Following on from the information I gave you the day before yesterday, (you can go find it in the Calendar and read it.) I would like to talk today to start off with about Honey Bee’s. My step-daughter studied about them at School. Have you noticed how expensive Honey has gotten?
Well, they make honey, and honey’s nice, but that’s not all. There is a reason that honey suddenly got so expensive. According to the BBC, approximately one third of the world’s food supply comes from crops which rely primarily on insects for pollination and globally the most prolific and dependable pollinator for around 70 major crops is the humble honeybee. Without the bee, the world’s population, including us, would be in real danger of starvation.
Globally, the bee population is declining. In fact, the word some people are using is ‘crashing’. The most likely culprit is insecticides, applied liberally to our crops to protect them from parasitic insects, but just as toxic to our honey-making pollinator friends. The trend towards monoculture – planting massive tracts of a single crop – probably doesn’t help either. Bees, like us, require a varied diet or they become malnourished and die. Stick them in the middle of a vast monocrop, with only a single variety of flower to feed from, and they don’t last long.
The problem as I stated last time is that mankind have been in general bad stewards. So what can we do about it?
- Honey Bees - Plant a flower garden for the honeybees and the butterflies and an organic vegetable garden helps the wallet without hurting the environment. Teach your children where their food comes from and learn about companion planting. If you own your own home plant your garden around your house using as a fire break, keep lawns small if you must have one turn most of your space into native bush. If the kids need lawn to play on - take them to the park.
- Recycle – Make a commitment to recycling, most towns and cities now have recycling at the curb or at least a recycling centre in the city.
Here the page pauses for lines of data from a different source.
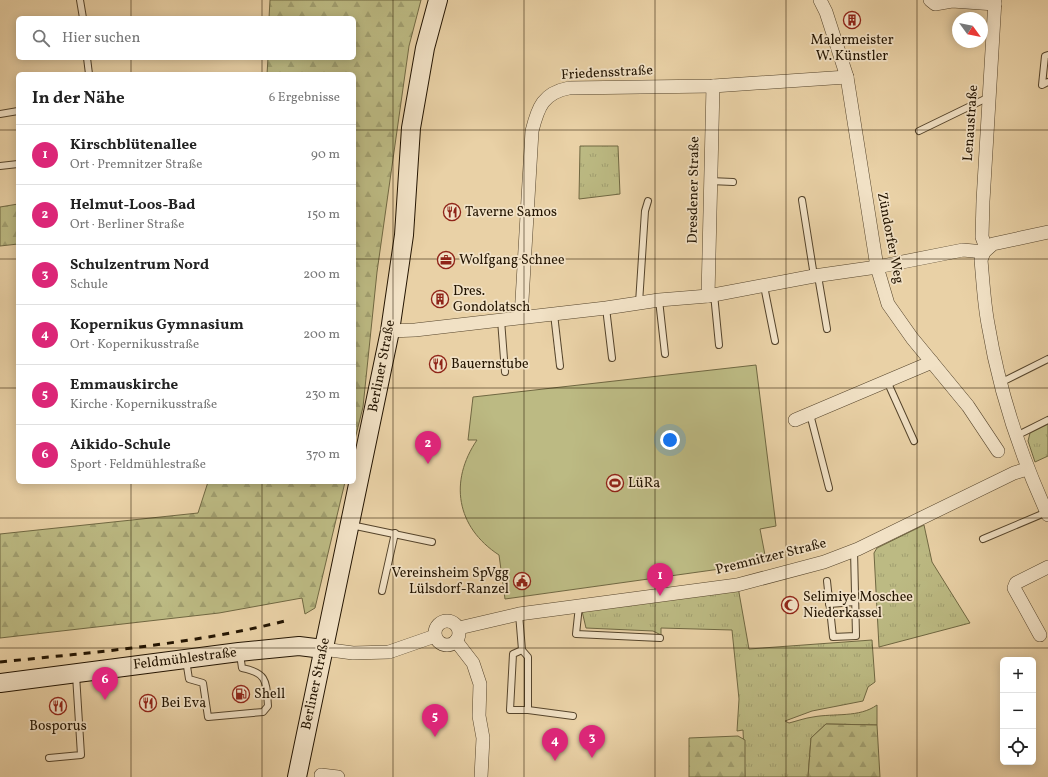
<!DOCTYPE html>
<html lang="de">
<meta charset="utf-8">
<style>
:root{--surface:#fff;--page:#f2f2f2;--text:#222;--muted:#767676;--line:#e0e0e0;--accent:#db2777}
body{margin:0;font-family:Vollkorn,serif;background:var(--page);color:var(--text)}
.controls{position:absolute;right:12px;bottom:12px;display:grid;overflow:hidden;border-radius:6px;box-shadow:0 2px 10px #0003}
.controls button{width:36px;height:36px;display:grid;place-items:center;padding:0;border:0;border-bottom:1px solid var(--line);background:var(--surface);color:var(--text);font:20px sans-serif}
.compass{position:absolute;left:952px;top:12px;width:36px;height:36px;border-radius:50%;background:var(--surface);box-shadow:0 2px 10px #0003;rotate:123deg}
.you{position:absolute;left:670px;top:440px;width:14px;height:14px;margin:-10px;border:3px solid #fff;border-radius:50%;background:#1a73e8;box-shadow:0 0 0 6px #1a73e833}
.badge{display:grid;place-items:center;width:26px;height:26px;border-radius:50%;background:var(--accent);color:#fff;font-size:13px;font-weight:700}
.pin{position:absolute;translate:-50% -33px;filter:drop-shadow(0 1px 2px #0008)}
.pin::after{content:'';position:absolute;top:21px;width:14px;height:12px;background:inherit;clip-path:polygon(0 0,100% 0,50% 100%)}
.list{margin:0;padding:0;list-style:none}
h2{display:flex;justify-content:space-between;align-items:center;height:52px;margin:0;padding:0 16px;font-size:17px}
h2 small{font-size:13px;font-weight:400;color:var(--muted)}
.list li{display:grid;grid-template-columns:26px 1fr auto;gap:12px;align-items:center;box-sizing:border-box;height:60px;padding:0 16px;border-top:1px solid var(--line)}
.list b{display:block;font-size:15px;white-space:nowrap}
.list p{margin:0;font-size:13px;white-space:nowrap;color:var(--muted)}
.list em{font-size:13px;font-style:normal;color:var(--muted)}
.icon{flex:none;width:22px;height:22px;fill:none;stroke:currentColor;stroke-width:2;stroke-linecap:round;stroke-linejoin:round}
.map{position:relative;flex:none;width:1048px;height:777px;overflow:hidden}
.search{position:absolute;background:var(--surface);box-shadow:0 2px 10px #0003;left:16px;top:16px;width:340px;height:44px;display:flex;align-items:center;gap:10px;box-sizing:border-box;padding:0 14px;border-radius:6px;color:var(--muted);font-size:15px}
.panel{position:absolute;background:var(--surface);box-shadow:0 2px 10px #0003;left:16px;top:72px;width:340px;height:412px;border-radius:6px}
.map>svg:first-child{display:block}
</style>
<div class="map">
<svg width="1048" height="777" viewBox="0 0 1048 777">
<defs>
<pattern id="grass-tufts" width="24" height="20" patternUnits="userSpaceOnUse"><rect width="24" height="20" fill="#bcba83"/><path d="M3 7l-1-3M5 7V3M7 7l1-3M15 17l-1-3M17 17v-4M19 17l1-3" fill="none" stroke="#a19f70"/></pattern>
<pattern id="forest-firs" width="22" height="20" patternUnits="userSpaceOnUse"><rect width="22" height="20" fill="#bcba83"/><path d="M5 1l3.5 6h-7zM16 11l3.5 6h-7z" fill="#a19f70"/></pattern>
</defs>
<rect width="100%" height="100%" fill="#e9d1a6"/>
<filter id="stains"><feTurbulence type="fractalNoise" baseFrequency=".005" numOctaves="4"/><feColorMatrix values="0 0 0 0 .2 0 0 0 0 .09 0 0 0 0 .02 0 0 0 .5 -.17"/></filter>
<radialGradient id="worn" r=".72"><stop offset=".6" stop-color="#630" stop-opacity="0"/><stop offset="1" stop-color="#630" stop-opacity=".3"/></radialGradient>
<g fill="url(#grass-tufts)" stroke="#706842">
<path d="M580 146H618L620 194 579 199Z"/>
<path d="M1048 424V456L1035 462 1028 441 1030 433Z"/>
<path d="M924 525 932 562 970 623 879 647 874 553 877 548Z"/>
<path d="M738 587 749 649 872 640 875 682 868 687 863 701 812 711 785 721 789 723C797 721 805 718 813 717 834 713 859 718 877 705V725L826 724 811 738 808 777H745L743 730 737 731 739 699 732 630 661 628V635L653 631 586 628 582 611Z"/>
</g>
<g fill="url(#forest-firs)" stroke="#706842">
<path d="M270 0H421L409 46 377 272 363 407 354 443V74H267L268 58H354V18H269Z"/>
<path d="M18 204V244L0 246V207Z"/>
<path d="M208 482H345L315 608 305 614 302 598 219 613 0 638V534L198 513Z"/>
<path d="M826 724 877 725 880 777H808L811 738Z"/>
<path d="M738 736 745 740V777H689V738Z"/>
</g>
<path fill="#bcba83" stroke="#706842" d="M756 365 776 526 760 529 765 555 763 563 505 599 499 555C456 527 449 481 477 440H468L473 397Z"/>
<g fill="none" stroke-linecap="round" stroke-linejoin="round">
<g stroke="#55442b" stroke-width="8">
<g id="lane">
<path d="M80 0 83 18"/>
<path d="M1048 55 1045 56 1042 85 1048 82"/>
<path d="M87 58 89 74"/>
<path d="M0 114 18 111"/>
<path d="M919 131 989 97"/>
<path d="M0 166 18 164"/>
<path d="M710 181 733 182"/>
<path d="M802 200 814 276"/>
<path d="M818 276 827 329"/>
<path d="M764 286 775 341"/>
<path d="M714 294 719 345"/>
<path d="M659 300 665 354"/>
<path d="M639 303 645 211 648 201"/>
<path d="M606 308 612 358"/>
<path d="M554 314 560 366"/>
<path d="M501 320 505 372"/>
<path d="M887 381 914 441"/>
<path d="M1000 383 1048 359"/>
<path d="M810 414 829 488"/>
<path d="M1016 436 1048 420"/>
<path d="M351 525 432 542"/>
<path d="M983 539 1047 512"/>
<path d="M827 581 833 637 856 636 854 550"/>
<path d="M382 591 395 533"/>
<path d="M829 604 855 602"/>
<path d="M579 606 576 634 660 638"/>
<path d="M519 614 522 650 513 654 510 710H528V657L522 650"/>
<path d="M186 660 189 679 203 683 208 717 263 712 268 706C266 682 268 673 242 668L240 654"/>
<path d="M528 710 573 716"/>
<path d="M49 758 81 755 76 675"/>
</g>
</g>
<g stroke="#55442b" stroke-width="14">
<g id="street">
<path d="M820 0 826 12 847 77 877 267 888 304 912 338 968 406 998 451"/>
<path d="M930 0 935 4 952 1 995 4"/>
<path d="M1048 232 993 244 984 252 981 260C983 281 984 303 988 324 999 391 1020 454 1048 515"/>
<path d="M986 248 982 237 983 201 995 0"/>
<path d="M708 296 713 86"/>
<path d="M521 317 532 131C538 107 543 93 569 88L713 86 847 77"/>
<path d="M390 331 415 330 606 308 659 300 708 296 814 276 877 267 963 250 984 252"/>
<path d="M795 420 932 362"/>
<circle cx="447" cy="633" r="12"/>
<path d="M459 628 519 614 737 585 824 562 858 549 1014 473 1027 469"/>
<path d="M1040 635 1014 588 1016 583 1048 567"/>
<path d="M456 641 473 663 480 684 479 716 483 738 481 777"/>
<path d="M323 649 353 653 389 652 435 636"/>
<path d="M321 775 338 777"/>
</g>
</g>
<g stroke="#241502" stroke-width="20">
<g id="secondary">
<path d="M0 683 239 652 299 646 323 649"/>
<path d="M297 777 390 331 404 235 411 128 425 48 438 0"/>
</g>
</g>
<use href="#lane" stroke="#f1e1c5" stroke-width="6"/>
<use href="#street" stroke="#f1e1c5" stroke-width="13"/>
<use href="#secondary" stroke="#f1e1c5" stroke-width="18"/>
<path stroke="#241502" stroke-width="3" stroke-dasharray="7 7" stroke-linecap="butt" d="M0 662C97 652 195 644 289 620"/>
</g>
<path fill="none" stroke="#241502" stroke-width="1" stroke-opacity="0.55" d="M131 0V18M262 0V18M393 0V777M524 0V777M655 0V777M786 0V777M917 0V777M131 58V74M262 58V74M0 130H18M354 130H1048M0 259H18M354 259H1048M0 388H18M354 388H1048M131 482V777M262 482V777M0 518H1048M0 648H1048"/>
<defs>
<g id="building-ring" transform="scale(0.9)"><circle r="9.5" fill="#f1e1c5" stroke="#8f2418" stroke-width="1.5"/><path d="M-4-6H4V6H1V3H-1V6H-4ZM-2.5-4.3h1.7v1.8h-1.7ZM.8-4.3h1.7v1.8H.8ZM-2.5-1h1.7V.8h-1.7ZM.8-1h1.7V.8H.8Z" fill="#8f2418"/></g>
<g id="restaurant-ring" transform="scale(0.9)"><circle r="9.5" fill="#f1e1c5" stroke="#8f2418" stroke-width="1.5"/><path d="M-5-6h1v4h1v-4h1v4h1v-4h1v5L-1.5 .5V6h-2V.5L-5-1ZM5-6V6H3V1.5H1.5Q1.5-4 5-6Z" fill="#8f2418"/></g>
<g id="office-ring" transform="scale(0.9)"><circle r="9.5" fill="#f1e1c5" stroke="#8f2418" stroke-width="1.5"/><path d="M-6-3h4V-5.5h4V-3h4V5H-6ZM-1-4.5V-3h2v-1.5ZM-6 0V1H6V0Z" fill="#8f2418"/></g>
<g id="stadium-ring" transform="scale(0.9)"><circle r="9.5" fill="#f1e1c5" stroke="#8f2418" stroke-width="1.5"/><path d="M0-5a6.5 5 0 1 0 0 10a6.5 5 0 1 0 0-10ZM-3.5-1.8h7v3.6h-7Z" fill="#8f2418"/></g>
<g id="civic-ring" transform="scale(0.9)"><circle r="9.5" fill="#f1e1c5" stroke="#8f2418" stroke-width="1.5"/><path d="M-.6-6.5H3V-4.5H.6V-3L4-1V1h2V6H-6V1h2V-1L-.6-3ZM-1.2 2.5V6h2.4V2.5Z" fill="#8f2418"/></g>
<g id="mosque-ring" transform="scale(0.9)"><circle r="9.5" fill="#f1e1c5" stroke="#8f2418" stroke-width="1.5"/><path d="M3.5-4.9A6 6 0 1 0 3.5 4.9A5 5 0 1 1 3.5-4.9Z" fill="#8f2418"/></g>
<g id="fuel-ring" transform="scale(0.9)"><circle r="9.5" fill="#f1e1c5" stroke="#8f2418" stroke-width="1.5"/><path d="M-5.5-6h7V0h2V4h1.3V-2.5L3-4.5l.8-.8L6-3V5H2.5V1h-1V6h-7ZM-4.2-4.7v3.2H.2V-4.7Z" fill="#8f2418"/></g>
</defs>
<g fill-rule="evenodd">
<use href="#building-ring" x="852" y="20"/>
<use href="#restaurant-ring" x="452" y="212"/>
<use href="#office-ring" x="446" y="260"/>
<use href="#building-ring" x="440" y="299"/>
<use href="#restaurant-ring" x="438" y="364"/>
<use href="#stadium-ring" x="615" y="483"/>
<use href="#civic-ring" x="522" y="581"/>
<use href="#mosque-ring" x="790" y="605"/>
<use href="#fuel-ring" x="241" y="694"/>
<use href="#restaurant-ring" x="148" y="703"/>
<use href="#restaurant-ring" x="58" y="706"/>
</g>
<g text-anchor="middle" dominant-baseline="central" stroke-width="3.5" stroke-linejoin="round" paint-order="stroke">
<g font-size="14" fill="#241502" stroke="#f1e1c5" text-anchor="start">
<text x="852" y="40" text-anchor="middle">Malermeister<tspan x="852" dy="16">W. Künstler</tspan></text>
<text x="465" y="212">Taverne Samos</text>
<text x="459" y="260">Wolfgang Schnee</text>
<text x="453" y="291">Dres.<tspan x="453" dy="16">Gondolatsch</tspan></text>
<text x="451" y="364">Bauernstube</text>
<text x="628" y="483">LüRa</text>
<text x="509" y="573" text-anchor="end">Vereinsheim SpVgg<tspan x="509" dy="16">Lülsdorf-Ranzel</tspan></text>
<text x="803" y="597">Selimiye Moschee<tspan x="803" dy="16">Niederkassel</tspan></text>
<text x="254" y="694">Shell</text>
<text x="161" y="703">Bei Eva</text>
<text x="58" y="726" text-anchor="middle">Bosporus</text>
</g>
<g font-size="14" fill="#241502" stroke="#f1e1c5">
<text transform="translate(607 73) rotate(-3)">Friedensstraße</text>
<text transform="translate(971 123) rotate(-86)">Lenaustraße</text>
<text transform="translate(694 190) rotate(-89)">Dresdener Straße</text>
<text transform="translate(890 238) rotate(79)">Zündorfer Weg</text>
<text transform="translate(382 366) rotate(-79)">Berliner Straße</text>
<text transform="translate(771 557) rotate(-14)">Premnitzer Straße</text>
<text transform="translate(185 659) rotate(-7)">Feldmühlestraße</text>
<text transform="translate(316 684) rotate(-78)">Berliner Straße</text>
</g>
</g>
<rect width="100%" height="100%" filter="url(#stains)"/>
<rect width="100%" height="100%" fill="url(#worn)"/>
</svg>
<div class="controls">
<button>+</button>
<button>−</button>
<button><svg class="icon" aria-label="locate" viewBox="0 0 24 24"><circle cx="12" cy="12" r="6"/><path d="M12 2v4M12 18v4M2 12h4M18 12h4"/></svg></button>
</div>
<svg class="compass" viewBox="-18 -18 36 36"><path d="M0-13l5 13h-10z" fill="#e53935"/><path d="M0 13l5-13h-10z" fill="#767676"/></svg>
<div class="you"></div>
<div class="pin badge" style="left:660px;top:596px">1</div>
<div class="pin badge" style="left:428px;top:464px">2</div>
<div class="pin badge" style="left:592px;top:758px">3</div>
<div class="pin badge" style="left:555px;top:761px">4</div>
<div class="pin badge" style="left:435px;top:737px">5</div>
<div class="pin badge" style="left:105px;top:700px">6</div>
<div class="search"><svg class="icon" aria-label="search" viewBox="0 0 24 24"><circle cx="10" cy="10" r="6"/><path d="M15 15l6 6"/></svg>Hier suchen</div>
<section class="panel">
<h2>In der Nähe<small>6 Ergebnisse</small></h2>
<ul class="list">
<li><span class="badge">1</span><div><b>Kirschblütenallee</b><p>Ort · Premnitzer Straße</p></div><em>90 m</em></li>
<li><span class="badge">2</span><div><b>Helmut-Loos-Bad</b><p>Ort · Berliner Straße</p></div><em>150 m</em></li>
<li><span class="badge">3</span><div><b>Schulzentrum Nord</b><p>Schule</p></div><em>200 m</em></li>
<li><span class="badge">4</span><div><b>Kopernikus Gymnasium</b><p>Ort · Kopernikusstraße</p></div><em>200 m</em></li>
<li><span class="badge">5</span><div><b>Emmauskirche</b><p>Kirche · Kopernikusstraße</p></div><em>230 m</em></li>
<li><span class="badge">6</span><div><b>Aikido-Schule</b><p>Sport · Feldmühlestraße</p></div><em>370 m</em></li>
</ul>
</section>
</div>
- Plastic - Single use plastic bags are now a thing of the past - a good step in the right direction. McDonalds now even uses cardboard straws rather than plastic support the trend - where you can vote will your wallet and given the option with your grocery money go for carboard/paper packaging rather than plastic packaged items.
- Cars – GO ELECTRIC or at least HYBRID. In the meantime – support public transport, or car-pool with co-workers. Apart from saving the environment and money, many a conversation struck up on a bus or train could bring an opportunity to share the gospel with someone.
- Livestock emit a pile of methane – which is even worse than carbon dioxide – into the atmosphere over the course of their brief lives. Eating one or two meatless meals a week can have a significant impact over the course of a lifetime, our family favourites are macaroni cheese, and toasties or spagetti on toast as a quick meal.
- Change to LED Light Bulbs. Turn off your lights. And your computers. And your appliances. Even leaving them on stand-by uses electricity, and even though around 80% of New Zealand’s electricity is produced renewably there’s still around 20% that comes from coal, oil, and gas. - This one also saves you money.
- If your city or town doesn't have tree-lined streets petition your city council to plant trees along your streets, get permission to plant 2 or 3 along the street outside your home and plant natives Kahikatea, Kawakawa or Kōwhai. Join in any tree planting projects in your community.
- Think about solar panels for your home or better still your own small quiet windmill out the back - huge savings in money on your power bill and if you generate enough that you are feeding power into the grid - they pay you!
- Make sure your home is insulated it will keep it warmer in winter and cooler in the hot summer that's coming so hopefully you won't need to use a fan so often, and I believe that you can actually get financial help from the government to pay for it.
These are all tips, big and small things we can all do to shrink our “ecological footprint”, be more aware of taking care of our world and all those in it, humans, and other creatures. Don’t be a litter bug and a bad steward. But just as importantly start with being kind to others.